The light reactions of oxygenic photosynthesis almost invariably take place in the thylakoid membranes, a highly specialized internal membrane system located in the stroma of chloroplasts and the ...cytoplasm of cyanobacteria. The only known exception is the primordial cyanobacterium Gloeobacter violaceus, which evolved before the appearance of thylakoids and harbors the photosynthetic complexes in the plasma membrane. Thus, studies on G. violaceus not only shed light on the evolutionary origin and the functional advantages of thylakoid membranes but also might include insights regarding thylakoid formation during chloroplast differentiation. Based on biochemical isolation and direct in vivo characterization, we report here structural and functional domains in the cytoplasmic membrane of a cyanobacterium.

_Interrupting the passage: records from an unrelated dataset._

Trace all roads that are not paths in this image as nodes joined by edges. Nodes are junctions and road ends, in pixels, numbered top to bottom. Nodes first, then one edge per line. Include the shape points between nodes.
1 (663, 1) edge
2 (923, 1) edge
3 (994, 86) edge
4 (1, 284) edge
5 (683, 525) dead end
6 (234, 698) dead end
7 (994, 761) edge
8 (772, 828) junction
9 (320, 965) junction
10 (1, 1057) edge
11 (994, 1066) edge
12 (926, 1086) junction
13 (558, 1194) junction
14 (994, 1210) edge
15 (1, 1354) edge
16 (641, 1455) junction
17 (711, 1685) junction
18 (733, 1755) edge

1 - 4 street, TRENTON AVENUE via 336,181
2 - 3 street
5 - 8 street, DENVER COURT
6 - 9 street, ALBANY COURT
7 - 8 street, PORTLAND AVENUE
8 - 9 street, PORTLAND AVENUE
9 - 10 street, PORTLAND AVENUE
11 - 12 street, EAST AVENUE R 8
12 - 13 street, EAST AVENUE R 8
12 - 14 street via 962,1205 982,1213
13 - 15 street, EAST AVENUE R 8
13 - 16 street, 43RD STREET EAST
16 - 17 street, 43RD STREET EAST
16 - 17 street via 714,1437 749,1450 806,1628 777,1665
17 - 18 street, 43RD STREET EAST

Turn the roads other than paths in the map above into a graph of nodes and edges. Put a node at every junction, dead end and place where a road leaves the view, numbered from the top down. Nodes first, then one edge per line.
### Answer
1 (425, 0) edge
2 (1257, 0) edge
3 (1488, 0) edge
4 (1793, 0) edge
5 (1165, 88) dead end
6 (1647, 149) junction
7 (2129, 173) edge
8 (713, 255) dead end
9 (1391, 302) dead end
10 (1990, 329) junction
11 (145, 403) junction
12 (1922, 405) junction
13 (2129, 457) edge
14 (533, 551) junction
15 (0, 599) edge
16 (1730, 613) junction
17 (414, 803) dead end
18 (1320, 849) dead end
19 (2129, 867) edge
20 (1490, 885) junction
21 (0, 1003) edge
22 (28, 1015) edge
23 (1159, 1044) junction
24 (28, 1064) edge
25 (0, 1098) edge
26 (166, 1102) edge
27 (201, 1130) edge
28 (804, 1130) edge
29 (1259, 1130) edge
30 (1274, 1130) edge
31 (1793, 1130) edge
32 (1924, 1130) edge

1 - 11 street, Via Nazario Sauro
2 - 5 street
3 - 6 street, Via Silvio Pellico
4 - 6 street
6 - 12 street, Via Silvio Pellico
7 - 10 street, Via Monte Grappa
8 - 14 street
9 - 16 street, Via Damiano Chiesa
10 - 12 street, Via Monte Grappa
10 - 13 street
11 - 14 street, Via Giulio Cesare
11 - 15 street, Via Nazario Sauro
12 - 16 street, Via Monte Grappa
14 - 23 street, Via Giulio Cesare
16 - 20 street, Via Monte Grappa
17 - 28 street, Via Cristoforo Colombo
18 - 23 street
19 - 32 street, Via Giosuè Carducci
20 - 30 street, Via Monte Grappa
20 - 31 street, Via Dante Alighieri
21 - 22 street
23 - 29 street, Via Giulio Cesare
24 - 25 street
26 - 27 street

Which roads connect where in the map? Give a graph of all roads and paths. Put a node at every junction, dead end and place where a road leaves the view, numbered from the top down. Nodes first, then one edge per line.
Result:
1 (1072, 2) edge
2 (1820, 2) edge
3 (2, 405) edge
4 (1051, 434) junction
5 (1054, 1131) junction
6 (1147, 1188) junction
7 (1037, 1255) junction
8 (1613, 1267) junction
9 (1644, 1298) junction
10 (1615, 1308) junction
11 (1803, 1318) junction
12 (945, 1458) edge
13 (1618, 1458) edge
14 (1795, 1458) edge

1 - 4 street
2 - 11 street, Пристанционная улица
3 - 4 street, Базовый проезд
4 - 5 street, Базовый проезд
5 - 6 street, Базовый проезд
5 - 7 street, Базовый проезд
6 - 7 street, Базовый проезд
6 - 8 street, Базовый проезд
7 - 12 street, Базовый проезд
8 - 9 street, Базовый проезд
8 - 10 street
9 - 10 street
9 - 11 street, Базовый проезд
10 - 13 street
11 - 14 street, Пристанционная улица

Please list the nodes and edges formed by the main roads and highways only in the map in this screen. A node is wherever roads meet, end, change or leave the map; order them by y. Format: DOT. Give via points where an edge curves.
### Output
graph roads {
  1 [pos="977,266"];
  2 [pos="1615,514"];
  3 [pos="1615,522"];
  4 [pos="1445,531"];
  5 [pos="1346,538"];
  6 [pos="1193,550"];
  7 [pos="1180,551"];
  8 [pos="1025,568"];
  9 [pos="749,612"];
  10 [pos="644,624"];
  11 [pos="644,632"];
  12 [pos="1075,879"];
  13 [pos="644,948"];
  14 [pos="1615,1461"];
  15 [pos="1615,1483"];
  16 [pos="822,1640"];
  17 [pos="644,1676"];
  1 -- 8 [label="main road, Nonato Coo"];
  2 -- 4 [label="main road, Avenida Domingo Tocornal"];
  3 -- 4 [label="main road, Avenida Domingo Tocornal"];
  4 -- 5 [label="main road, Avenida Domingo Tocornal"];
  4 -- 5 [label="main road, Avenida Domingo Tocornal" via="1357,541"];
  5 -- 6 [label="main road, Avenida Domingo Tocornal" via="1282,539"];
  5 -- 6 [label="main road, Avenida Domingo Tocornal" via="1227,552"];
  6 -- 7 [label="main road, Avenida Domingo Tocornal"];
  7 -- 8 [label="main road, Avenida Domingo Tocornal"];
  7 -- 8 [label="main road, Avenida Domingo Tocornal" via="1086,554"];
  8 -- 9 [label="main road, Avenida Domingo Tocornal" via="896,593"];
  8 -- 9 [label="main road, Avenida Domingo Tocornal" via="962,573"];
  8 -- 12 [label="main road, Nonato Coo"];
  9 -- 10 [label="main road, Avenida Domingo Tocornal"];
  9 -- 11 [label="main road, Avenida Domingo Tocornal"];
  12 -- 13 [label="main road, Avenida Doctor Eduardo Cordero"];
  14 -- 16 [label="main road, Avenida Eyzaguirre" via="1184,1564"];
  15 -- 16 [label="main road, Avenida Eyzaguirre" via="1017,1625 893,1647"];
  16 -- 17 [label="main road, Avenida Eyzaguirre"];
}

Although G. violaceus has no internal membranes, it does have localized domains with apparently specialized functions in its plasma membrane, in which both the photosynthetic and the respiratory complexes are concentrated. These bioenergetic domains can be visualized by confocal microscopy, and they can be isolated by a simple procedure. Proteomic analysis of these domains indicates their physiological function and suggests a protein sorting mechanism via interaction with membrane-intrinsic terpenoids. Based on these results, we propose specialized domains in the plasma membrane as evolutionary precursors of thylakoids.